# Task instructions
The answer must consist of every line in the data that contains "edges".

Collected data
----------

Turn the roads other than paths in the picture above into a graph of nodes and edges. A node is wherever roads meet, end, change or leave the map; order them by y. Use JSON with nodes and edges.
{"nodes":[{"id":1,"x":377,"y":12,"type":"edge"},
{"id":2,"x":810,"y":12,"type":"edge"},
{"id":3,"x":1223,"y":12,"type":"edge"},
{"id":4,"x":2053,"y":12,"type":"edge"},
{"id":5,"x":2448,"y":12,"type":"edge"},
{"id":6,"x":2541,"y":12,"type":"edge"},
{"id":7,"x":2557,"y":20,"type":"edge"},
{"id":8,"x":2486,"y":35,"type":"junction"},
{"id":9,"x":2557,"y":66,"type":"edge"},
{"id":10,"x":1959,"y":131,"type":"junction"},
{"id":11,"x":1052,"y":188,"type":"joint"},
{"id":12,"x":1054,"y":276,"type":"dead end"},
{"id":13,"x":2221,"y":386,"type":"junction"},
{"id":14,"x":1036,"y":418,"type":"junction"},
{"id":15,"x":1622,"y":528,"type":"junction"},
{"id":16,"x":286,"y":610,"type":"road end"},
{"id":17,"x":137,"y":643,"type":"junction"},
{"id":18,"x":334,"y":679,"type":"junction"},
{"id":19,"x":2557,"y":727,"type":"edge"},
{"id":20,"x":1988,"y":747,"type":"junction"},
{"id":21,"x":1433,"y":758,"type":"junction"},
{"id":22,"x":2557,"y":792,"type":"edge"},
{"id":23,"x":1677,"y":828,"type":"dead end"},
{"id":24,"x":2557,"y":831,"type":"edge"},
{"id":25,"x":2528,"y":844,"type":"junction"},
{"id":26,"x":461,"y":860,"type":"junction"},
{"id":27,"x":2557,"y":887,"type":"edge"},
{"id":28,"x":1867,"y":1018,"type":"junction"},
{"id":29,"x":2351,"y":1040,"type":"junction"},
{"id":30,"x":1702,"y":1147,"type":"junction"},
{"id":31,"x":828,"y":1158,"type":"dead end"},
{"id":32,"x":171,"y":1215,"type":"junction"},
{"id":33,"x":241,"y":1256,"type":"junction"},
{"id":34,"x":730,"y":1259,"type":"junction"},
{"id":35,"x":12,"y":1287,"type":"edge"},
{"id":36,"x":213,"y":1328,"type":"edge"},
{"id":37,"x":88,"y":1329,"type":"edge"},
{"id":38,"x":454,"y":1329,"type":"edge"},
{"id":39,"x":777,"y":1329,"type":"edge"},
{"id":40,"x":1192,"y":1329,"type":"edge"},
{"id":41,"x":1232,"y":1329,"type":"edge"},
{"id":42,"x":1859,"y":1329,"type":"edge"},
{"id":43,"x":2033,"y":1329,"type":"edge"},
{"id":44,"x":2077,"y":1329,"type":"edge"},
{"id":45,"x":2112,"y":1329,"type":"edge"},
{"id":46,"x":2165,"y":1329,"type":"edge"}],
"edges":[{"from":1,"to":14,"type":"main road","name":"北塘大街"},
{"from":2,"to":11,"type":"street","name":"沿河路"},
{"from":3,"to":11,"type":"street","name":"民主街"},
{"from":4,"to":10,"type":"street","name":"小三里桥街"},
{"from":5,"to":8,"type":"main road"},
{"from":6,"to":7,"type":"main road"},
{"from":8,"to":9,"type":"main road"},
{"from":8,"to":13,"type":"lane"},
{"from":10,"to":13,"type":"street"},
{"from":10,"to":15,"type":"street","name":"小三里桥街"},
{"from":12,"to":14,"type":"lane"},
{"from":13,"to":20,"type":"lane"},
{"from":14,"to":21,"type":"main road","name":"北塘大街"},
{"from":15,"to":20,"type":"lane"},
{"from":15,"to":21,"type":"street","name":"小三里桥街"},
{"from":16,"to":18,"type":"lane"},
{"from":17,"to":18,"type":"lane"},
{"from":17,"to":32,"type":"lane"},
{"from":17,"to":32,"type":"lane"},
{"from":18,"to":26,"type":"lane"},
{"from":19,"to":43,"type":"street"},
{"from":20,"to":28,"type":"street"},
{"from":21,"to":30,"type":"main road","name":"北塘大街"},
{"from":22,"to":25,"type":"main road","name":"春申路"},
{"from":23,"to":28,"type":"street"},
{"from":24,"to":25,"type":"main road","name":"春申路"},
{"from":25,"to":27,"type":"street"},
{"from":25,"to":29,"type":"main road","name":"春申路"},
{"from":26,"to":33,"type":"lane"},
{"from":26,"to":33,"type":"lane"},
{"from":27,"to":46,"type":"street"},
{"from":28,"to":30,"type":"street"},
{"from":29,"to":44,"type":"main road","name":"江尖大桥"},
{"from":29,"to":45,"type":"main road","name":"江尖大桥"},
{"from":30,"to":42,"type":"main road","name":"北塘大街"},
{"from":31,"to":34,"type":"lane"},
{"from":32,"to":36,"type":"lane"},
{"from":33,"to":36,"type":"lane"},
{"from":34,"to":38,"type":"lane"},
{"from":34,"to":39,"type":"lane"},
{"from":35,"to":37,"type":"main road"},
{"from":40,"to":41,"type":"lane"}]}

----------

# Result below
Turn the roads other than paths in the picture above into a graph of nodes and edges. A node is wherever roads meet, end, change or leave the map; order them by y. Use JSON with nodes and edges.
"edges":[{"from":1,"to":14,"type":"main road","name":"北塘大街"},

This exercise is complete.